### Assignment
Filter the entries that follow, copying every line in which the word "numbered" appears.

Data in this exercise Block Start

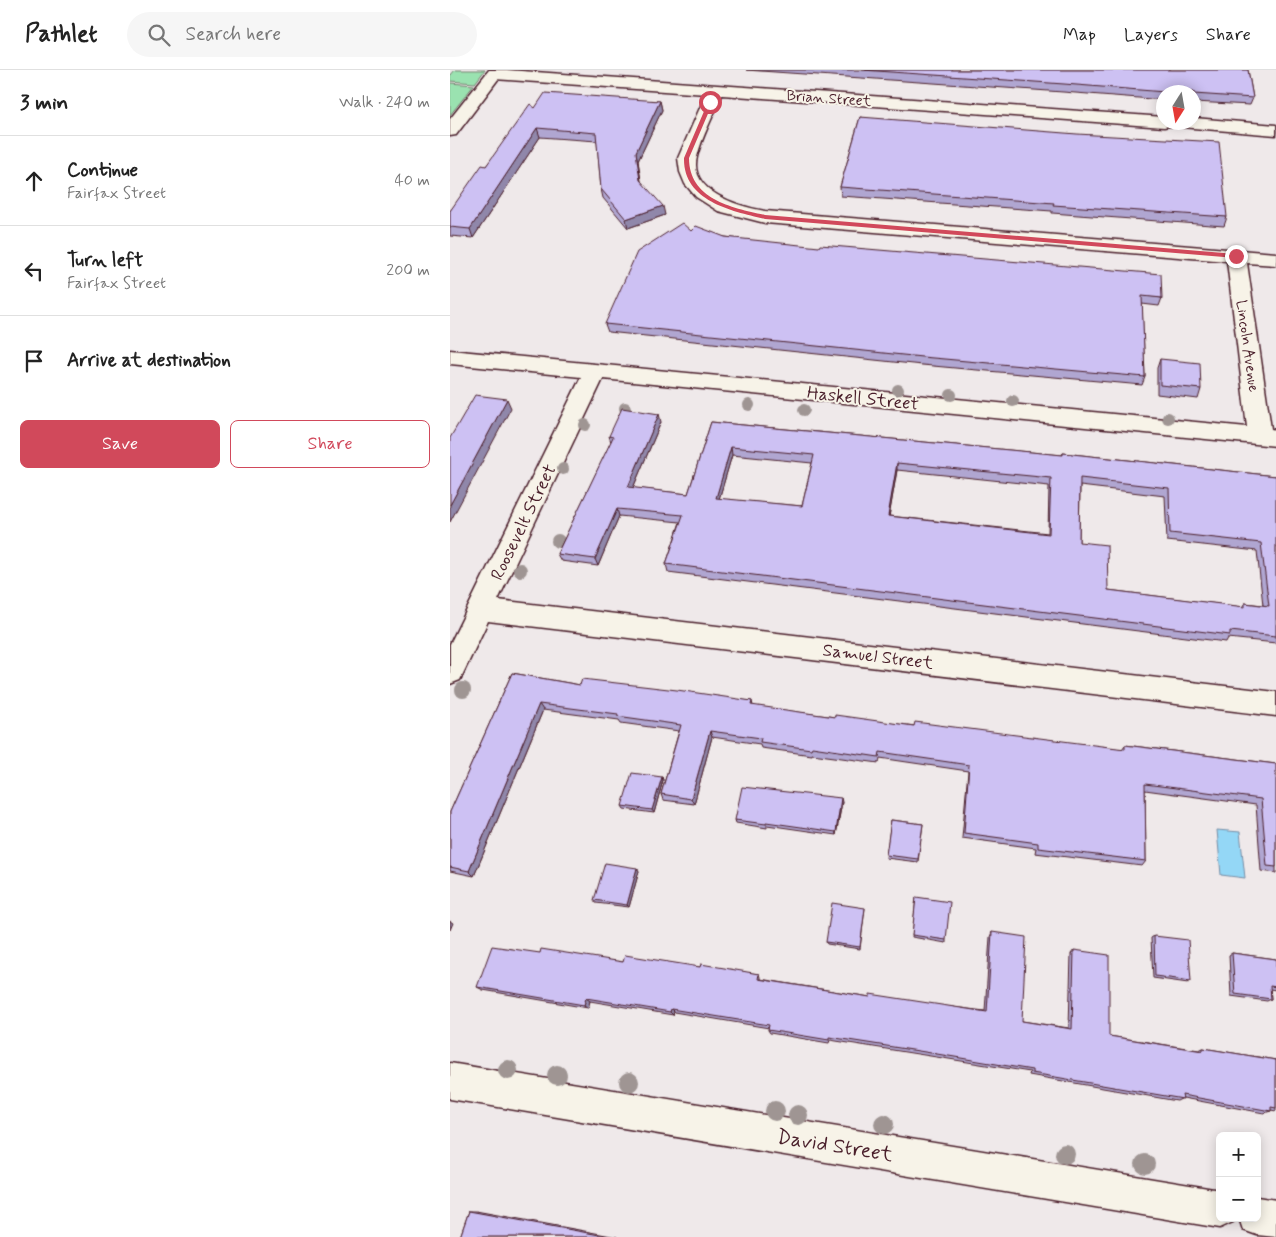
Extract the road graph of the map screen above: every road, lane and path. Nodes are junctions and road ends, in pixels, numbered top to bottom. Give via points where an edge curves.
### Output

Data in this exercise Block End
Data in this exercise Block Start

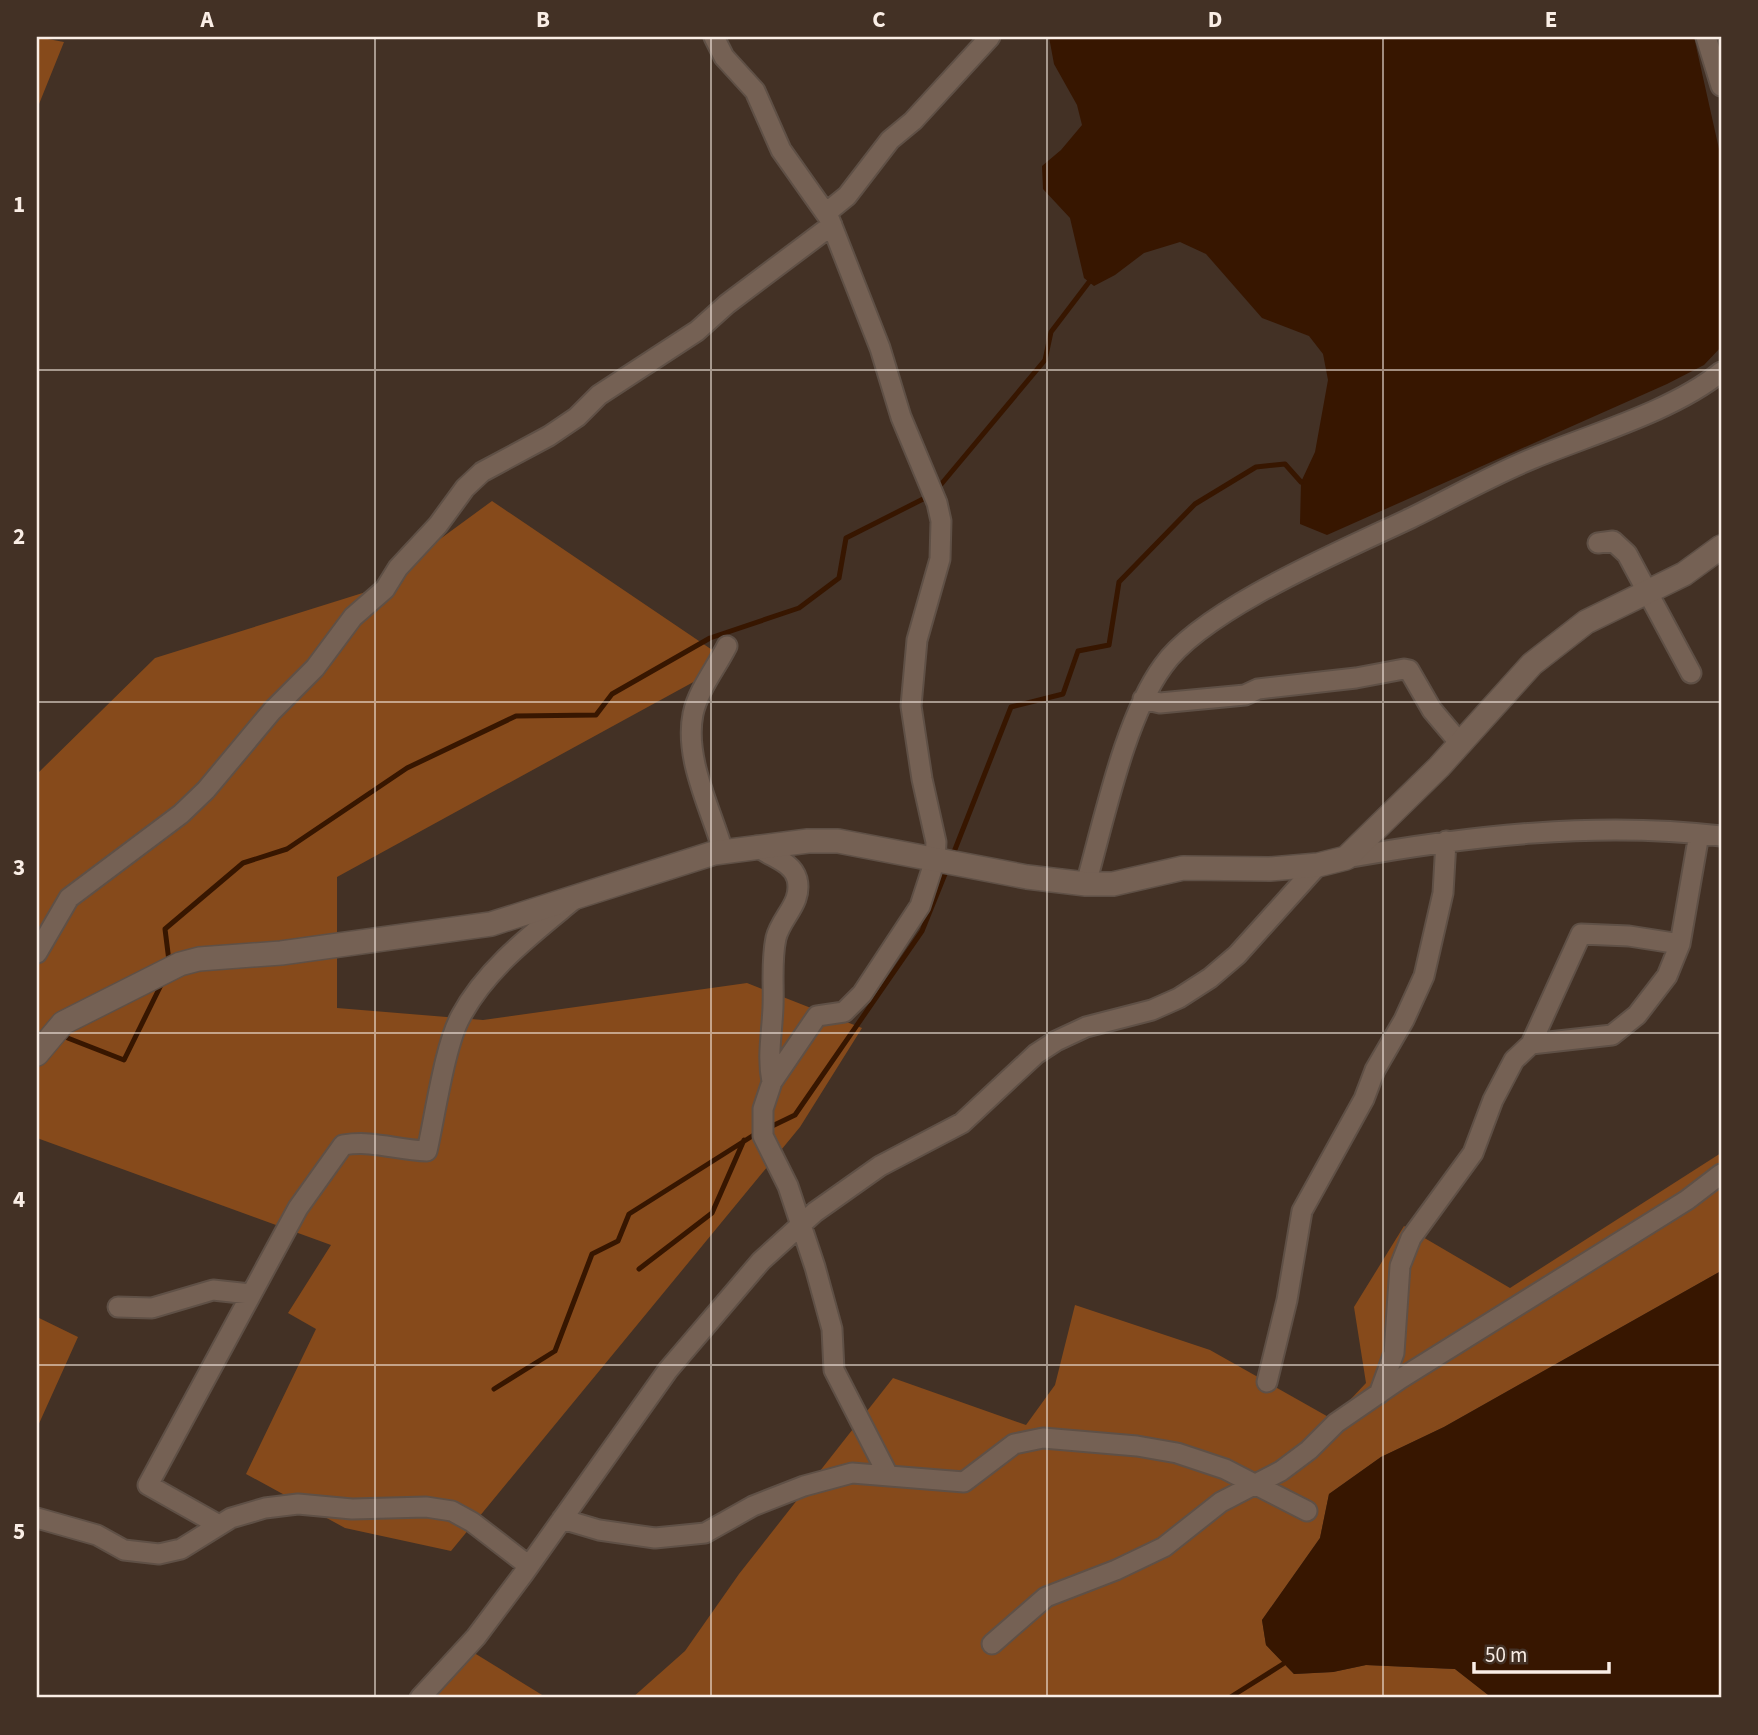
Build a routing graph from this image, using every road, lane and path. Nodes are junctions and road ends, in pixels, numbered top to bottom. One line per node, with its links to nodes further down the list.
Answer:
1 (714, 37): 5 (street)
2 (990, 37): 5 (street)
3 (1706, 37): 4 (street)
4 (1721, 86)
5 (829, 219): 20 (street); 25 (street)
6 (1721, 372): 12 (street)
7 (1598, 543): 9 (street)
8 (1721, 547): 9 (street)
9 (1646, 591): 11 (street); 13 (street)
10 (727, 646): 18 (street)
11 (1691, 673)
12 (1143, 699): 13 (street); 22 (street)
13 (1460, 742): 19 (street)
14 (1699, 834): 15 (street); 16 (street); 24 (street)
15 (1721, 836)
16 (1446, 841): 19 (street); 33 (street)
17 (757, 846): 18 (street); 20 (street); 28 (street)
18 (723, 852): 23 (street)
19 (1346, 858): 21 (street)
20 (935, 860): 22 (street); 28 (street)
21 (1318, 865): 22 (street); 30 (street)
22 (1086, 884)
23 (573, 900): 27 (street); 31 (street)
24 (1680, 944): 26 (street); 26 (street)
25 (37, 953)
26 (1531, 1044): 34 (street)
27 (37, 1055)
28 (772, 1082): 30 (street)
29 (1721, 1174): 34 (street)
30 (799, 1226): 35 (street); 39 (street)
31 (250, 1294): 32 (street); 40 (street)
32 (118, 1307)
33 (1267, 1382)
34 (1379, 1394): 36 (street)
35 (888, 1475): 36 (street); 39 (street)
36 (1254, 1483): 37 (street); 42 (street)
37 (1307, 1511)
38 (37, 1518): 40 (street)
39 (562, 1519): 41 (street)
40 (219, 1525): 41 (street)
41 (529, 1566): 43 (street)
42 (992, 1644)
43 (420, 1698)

Data in this exercise Block End

### Written answer
Extract the road graph of the map screen above: every road, lane and path. Nodes are junctions and road ends, in pixels, numbered top to bottom. Give via points where an edge curves.
Build a routing graph from this image, using every road, lane and path. Nodes are junctions and road ends, in pixels, numbered top to bottom. One line per node, with its links to nodes further down the list.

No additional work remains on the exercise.